--- Provided entries Enclosed Below ---

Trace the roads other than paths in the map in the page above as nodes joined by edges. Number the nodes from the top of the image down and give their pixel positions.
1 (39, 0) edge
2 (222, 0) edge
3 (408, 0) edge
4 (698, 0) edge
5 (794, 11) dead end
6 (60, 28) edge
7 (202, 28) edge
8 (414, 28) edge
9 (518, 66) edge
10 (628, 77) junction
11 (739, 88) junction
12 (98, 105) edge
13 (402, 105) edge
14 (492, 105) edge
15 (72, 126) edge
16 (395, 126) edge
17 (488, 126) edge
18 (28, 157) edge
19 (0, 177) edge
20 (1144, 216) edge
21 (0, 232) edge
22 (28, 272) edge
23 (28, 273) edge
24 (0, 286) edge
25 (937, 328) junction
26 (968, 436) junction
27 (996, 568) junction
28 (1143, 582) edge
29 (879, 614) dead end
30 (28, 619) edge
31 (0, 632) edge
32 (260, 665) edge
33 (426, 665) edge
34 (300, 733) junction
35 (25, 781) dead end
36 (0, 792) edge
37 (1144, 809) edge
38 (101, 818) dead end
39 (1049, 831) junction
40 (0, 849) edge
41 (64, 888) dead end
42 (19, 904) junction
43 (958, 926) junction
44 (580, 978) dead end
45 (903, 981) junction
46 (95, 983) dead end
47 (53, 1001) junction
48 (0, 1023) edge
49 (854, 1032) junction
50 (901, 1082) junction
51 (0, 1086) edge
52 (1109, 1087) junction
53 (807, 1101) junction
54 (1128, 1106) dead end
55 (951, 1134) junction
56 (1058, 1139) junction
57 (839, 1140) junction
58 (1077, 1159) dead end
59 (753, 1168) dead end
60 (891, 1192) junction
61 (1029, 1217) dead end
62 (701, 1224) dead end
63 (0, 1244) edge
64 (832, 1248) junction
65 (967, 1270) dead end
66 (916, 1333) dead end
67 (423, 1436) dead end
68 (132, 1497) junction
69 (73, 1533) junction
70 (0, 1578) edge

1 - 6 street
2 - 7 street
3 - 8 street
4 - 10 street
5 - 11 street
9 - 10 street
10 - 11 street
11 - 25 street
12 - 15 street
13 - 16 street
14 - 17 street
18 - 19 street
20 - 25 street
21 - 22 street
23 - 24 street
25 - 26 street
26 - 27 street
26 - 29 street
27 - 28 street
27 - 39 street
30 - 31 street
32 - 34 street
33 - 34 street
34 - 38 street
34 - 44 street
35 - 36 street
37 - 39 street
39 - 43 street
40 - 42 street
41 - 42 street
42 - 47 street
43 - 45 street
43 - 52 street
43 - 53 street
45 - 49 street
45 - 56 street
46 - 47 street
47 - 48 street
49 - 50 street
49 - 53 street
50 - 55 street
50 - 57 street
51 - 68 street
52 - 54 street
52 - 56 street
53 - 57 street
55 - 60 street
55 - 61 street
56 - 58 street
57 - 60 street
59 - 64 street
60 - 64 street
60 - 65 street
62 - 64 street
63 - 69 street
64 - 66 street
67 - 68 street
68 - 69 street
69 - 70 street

--- End of Enclosed Provided entries ---

Exercise details
The whole listing should be transcribed word for word.

Written solution
Trace the roads other than paths in the map in the page above as nodes joined by edges. Number the nodes from the top of the image down and give their pixel positions.
1 (39, 0) edge
2 (222, 0) edge
3 (408, 0) edge
4 (698, 0) edge
5 (794, 11) dead end
6 (60, 28) edge
7 (202, 28) edge
8 (414, 28) edge
9 (518, 66) edge
10 (628, 77) junction
11 (739, 88) junction
12 (98, 105) edge
13 (402, 105) edge
14 (492, 105) edge
15 (72, 126) edge
16 (395, 126) edge
17 (488, 126) edge
18 (28, 157) edge
19 (0, 177) edge
20 (1144, 216) edge
21 (0, 232) edge
22 (28, 272) edge
23 (28, 273) edge
24 (0, 286) edge
25 (937, 328) junction
26 (968, 436) junction
27 (996, 568) junction
28 (1143, 582) edge
29 (879, 614) dead end
30 (28, 619) edge
31 (0, 632) edge
32 (260, 665) edge
33 (426, 665) edge
34 (300, 733) junction
35 (25, 781) dead end
36 (0, 792) edge
37 (1144, 809) edge
38 (101, 818) dead end
39 (1049, 831) junction
40 (0, 849) edge
41 (64, 888) dead end
42 (19, 904) junction
43 (958, 926) junction
44 (580, 978) dead end
45 (903, 981) junction
46 (95, 983) dead end
47 (53, 1001) junction
48 (0, 1023) edge
49 (854, 1032) junction
50 (901, 1082) junction
51 (0, 1086) edge
52 (1109, 1087) junction
53 (807, 1101) junction
54 (1128, 1106) dead end
55 (951, 1134) junction
56 (1058, 1139) junction
57 (839, 1140) junction
58 (1077, 1159) dead end
59 (753, 1168) dead end
60 (891, 1192) junction
61 (1029, 1217) dead end
62 (701, 1224) dead end
63 (0, 1244) edge
64 (832, 1248) junction
65 (967, 1270) dead end
66 (916, 1333) dead end
67 (423, 1436) dead end
68 (132, 1497) junction
69 (73, 1533) junction
70 (0, 1578) edge

1 - 6 street
2 - 7 street
3 - 8 street
4 - 10 street
5 - 11 street
9 - 10 street
10 - 11 street
11 - 25 street
12 - 15 street
13 - 16 street
14 - 17 street
18 - 19 street
20 - 25 street
21 - 22 street
23 - 24 street
25 - 26 street
26 - 27 street
26 - 29 street
27 - 28 street
27 - 39 street
30 - 31 street
32 - 34 street
33 - 34 street
34 - 38 street
34 - 44 street
35 - 36 street
37 - 39 street
39 - 43 street
40 - 42 street
41 - 42 street
42 - 47 street
43 - 45 street
43 - 52 street
43 - 53 street
45 - 49 street
45 - 56 street
46 - 47 street
47 - 48 street
49 - 50 street
49 - 53 street
50 - 55 street
50 - 57 street
51 - 68 street
52 - 54 street
52 - 56 street
53 - 57 street
55 - 60 street
55 - 61 street
56 - 58 street
57 - 60 street
59 - 64 street
60 - 64 street
60 - 65 street
62 - 64 street
63 - 69 street
64 - 66 street
67 - 68 street
68 - 69 street
69 - 70 street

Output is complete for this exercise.